Because if you really want to prove that it works and is safe, you have to give it to a lot of people, all of whom have different health conditions. To establish that, you would ideally give it to everyone with the disease of interest. But you can't test a drug on the entire world, so.... you only find so much in a clinical trial.
It's known that about 90% of new drug candidates fail somewhere along the clinical trial process. While a successful drug by itself might cost a few 100 millions of dollars, the failures means that the amortized cost is about $1 billion.
This is why compounds change hands so many times before they are successfully commercialized. Running a phase three study costs much more than a phase two. Pharmaceutical companies partner to pool the risk and share the cost.
Subverted... In opposition to the IT startup scene, you mean?
Right now, the cost of R&D in the drug market is such that even companies worth billions recede before the task. The classic argument regarding that is too much vs. too little regulation.

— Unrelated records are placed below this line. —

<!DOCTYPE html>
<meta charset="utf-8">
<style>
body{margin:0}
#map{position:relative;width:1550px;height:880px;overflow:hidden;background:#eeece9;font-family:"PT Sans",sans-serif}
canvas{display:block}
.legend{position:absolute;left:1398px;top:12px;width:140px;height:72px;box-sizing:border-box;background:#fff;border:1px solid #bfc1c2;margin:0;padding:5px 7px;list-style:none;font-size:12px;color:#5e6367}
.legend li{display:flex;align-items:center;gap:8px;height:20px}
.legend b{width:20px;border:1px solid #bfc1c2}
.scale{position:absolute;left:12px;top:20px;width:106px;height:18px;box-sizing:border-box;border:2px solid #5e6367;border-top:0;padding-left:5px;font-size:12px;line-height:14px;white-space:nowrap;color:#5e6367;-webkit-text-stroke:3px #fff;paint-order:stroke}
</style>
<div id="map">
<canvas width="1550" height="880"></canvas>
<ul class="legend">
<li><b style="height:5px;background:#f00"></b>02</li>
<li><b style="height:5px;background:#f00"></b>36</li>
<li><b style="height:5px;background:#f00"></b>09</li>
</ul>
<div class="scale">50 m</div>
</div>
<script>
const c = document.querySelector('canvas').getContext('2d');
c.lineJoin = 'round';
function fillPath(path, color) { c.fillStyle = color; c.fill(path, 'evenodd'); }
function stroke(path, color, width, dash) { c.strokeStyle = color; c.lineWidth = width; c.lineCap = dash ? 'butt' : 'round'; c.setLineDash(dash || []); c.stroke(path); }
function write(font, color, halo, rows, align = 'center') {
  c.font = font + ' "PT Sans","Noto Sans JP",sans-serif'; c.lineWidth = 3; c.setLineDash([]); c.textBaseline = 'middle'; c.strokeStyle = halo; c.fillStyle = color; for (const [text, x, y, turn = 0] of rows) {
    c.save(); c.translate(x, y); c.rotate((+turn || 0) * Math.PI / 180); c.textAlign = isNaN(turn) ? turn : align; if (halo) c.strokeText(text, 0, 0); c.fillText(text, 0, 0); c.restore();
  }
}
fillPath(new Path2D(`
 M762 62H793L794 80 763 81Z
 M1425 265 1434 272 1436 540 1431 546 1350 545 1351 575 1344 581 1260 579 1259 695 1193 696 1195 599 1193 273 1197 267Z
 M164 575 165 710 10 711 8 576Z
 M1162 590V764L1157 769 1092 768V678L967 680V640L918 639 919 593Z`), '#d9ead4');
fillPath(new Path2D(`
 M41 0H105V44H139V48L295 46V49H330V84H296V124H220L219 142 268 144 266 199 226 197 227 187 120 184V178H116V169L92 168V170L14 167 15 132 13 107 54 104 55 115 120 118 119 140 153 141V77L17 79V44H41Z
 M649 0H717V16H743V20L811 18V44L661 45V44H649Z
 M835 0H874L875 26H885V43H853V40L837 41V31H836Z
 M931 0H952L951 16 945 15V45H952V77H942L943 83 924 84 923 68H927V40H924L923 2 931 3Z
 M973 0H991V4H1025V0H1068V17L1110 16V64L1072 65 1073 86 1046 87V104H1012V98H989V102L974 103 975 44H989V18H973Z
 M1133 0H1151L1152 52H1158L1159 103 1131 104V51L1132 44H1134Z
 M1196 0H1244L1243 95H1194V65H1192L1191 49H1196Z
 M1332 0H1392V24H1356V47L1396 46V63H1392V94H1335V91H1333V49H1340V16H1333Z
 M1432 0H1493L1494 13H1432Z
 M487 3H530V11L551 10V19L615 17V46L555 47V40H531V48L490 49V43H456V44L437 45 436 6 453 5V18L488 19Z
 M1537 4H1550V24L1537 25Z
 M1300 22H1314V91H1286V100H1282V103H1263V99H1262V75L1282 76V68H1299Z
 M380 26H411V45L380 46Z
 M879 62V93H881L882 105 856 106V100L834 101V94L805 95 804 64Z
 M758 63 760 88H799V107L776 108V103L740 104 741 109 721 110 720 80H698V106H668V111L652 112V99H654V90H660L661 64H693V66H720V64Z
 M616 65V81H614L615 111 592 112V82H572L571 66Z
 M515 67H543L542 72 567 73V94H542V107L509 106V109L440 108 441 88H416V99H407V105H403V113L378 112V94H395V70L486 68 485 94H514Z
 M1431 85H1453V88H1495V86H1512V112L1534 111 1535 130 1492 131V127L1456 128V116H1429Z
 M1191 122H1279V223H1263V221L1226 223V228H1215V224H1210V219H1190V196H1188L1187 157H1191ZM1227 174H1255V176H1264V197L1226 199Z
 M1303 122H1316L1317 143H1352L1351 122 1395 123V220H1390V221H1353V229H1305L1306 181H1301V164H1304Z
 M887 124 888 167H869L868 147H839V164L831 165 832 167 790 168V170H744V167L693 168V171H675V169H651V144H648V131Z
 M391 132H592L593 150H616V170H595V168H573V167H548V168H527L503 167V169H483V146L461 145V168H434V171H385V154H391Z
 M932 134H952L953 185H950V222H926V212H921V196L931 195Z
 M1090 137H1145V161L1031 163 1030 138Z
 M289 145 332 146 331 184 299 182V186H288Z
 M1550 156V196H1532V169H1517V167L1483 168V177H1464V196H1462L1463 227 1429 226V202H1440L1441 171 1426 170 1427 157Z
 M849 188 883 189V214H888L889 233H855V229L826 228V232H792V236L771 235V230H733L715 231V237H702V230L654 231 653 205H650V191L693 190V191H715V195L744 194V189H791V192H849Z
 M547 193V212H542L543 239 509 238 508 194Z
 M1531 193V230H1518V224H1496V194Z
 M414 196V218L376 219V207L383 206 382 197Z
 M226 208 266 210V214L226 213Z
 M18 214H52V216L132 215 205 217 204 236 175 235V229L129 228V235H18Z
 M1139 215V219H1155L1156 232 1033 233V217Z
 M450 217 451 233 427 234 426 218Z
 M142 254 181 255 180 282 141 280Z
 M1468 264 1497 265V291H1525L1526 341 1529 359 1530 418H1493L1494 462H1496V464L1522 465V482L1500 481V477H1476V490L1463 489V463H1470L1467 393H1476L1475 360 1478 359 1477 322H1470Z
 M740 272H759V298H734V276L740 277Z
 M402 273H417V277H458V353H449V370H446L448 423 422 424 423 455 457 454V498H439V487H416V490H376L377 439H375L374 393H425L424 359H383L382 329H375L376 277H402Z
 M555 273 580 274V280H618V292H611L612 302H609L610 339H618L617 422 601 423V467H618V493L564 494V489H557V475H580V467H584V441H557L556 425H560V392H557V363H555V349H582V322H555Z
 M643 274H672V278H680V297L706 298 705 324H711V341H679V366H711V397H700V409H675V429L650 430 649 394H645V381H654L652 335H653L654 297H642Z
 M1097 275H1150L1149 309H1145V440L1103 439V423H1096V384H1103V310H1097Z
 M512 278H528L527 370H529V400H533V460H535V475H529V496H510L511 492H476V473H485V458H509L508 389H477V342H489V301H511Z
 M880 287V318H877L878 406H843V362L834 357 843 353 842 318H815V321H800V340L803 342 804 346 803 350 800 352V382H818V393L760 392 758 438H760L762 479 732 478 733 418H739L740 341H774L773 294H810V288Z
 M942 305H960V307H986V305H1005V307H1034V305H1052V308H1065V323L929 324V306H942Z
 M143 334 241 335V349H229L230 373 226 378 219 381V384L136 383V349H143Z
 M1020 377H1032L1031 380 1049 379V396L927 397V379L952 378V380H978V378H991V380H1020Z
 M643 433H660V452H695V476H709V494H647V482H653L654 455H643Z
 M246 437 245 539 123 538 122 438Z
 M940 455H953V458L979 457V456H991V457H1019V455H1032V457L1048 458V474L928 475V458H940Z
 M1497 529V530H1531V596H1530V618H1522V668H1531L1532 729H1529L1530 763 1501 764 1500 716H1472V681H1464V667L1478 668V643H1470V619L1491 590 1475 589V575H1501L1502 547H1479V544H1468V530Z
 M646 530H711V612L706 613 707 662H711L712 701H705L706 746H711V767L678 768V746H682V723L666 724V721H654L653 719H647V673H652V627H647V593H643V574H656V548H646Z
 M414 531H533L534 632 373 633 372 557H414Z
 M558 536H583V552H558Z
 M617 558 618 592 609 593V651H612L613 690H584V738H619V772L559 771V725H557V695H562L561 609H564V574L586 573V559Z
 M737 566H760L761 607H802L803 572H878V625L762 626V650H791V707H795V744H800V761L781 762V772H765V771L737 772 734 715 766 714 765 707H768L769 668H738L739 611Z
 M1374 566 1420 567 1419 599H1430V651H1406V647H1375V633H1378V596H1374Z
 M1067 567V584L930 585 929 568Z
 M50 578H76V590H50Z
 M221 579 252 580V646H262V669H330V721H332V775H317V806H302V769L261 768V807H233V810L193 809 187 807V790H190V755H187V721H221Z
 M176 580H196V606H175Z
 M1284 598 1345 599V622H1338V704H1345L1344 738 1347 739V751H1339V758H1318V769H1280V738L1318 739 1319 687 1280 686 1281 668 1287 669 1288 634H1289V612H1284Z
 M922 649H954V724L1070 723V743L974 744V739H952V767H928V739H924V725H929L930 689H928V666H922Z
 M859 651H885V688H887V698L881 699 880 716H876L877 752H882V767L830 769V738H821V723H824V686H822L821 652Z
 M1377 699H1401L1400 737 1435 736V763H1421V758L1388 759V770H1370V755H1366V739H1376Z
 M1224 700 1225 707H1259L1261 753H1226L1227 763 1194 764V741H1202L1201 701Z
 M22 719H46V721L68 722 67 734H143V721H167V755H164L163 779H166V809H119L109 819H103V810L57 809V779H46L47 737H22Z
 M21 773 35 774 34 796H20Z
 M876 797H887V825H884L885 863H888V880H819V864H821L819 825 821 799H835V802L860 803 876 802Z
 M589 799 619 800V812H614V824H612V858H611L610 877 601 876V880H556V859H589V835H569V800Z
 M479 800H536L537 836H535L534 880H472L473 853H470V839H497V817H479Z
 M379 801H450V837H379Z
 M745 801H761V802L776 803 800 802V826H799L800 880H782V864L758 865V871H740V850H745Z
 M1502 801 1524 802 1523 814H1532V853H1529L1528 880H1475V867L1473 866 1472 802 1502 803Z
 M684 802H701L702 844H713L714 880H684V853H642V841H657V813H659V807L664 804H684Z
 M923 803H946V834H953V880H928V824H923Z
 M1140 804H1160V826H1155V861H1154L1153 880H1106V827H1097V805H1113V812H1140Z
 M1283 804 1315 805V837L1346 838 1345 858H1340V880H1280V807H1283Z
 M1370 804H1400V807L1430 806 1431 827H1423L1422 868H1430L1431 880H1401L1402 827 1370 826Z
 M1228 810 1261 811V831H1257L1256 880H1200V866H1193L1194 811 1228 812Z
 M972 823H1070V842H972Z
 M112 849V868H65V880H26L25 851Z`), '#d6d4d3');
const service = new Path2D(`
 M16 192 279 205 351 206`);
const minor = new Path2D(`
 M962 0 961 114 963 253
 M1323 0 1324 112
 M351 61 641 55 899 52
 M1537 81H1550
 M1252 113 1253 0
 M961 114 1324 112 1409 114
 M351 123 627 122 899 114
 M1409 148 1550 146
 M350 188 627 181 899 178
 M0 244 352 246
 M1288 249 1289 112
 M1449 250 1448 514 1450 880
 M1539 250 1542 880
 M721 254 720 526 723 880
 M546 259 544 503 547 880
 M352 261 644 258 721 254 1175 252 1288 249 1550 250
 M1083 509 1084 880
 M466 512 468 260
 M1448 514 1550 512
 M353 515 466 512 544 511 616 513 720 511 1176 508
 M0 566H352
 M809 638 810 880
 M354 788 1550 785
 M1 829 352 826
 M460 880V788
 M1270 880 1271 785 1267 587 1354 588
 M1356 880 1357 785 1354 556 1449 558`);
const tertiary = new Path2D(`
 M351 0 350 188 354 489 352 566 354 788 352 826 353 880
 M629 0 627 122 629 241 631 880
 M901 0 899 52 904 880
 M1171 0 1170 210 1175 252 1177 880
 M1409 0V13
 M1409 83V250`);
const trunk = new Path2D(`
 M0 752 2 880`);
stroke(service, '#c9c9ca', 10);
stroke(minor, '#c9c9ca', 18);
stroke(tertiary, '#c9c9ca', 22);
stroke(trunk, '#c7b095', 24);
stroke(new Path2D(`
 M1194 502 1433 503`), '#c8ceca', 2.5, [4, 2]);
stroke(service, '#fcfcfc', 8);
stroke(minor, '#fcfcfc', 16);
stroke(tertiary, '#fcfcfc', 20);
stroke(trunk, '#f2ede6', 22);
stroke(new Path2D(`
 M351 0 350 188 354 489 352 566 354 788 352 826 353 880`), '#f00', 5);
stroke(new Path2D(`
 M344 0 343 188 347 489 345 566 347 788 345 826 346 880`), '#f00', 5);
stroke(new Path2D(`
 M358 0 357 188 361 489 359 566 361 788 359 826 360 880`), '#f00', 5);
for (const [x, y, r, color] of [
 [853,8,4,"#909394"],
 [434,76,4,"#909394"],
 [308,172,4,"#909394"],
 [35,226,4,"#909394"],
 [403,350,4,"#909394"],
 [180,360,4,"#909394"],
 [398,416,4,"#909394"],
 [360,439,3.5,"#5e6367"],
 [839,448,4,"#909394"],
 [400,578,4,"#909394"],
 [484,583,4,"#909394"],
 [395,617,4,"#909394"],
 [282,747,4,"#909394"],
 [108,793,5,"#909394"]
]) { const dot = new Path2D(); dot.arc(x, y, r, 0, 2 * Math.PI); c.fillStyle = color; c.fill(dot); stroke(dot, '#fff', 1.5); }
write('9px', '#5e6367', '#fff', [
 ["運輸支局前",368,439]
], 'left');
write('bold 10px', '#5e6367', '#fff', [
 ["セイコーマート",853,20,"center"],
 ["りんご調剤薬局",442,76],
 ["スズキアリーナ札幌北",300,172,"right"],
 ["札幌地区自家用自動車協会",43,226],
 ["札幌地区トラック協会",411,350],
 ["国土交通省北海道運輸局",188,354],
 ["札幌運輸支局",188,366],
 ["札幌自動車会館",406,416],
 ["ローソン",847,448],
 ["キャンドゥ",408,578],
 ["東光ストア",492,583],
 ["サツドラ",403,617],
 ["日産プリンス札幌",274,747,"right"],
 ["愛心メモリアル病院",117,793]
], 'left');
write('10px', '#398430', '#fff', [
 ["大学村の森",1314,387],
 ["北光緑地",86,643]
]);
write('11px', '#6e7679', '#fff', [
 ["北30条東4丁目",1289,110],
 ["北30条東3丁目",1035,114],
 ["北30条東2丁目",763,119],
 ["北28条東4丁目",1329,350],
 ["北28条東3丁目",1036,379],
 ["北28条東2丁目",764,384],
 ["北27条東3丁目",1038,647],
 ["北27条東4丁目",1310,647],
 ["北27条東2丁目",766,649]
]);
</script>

Unfortunately, no one can decide the truly necessary amount of consumer protection, so you end up with a balance between no innovation vs. Thalidomide.
It is more than there currently is, that is for sure. Statins, fluoroquinolones, h2 receptor antagonists. These drugs all given out to millions of people and all have terrible problems to the point that now quinolones are last resort, and acid blockers Recalled, even though theyve been prescribed for years. Way too much collateral damage.
Interned at the FDA. They take their stuff seriously.
Clinical trials have 3 phases and it all have to be explained via statistic (design of experiment) and reproducible. They have standards for everything to enter the US drug market.
Lots of biostatistics stuff too.
Even when the drug enter the market, pharma companies stop testing the drugs. It is up to the FDA to keep track of side effects and toxicity that were not caught through the phases. (example: ambien sleeping drug)
The people at FDA NCTR are wonderful, highly recommend interning there for a summer.
They have some ML stuff. I've seen a project where they attempt to figure out what bug is in the food. One of the bug was midly toxic and they wanted a image classifier to figure it out via picture of a bug part. You can only have a certain ratio of bug parts in food.
Clinical trials are difficult. But when you consider they are a method to reliably generate new knowledge about complex systems (ie. humans) it doesn’t seem so bad. Actually they are remarkably efficient knowledge generators, compared to other areas of science, and have the advantage that a non-result is still useful up to a certain point.
Because the supposed drug/therapy is so marginally effective that it need to be muddled up with tons of data (noise) and committees.
Often I think it's just bureaucracy, and incompetence. Even if drug/therapy is massively effective, I'm sure the positive results would be lost in the bureaucracy.
I also don't think people should harsh on the FDA because of their strictness. There's a lot of gaming attempted in dealing with them which makes them harder to work with, but in my experience they've been pretty decent to deal with. Of course we had a policy of no attempting to game the system.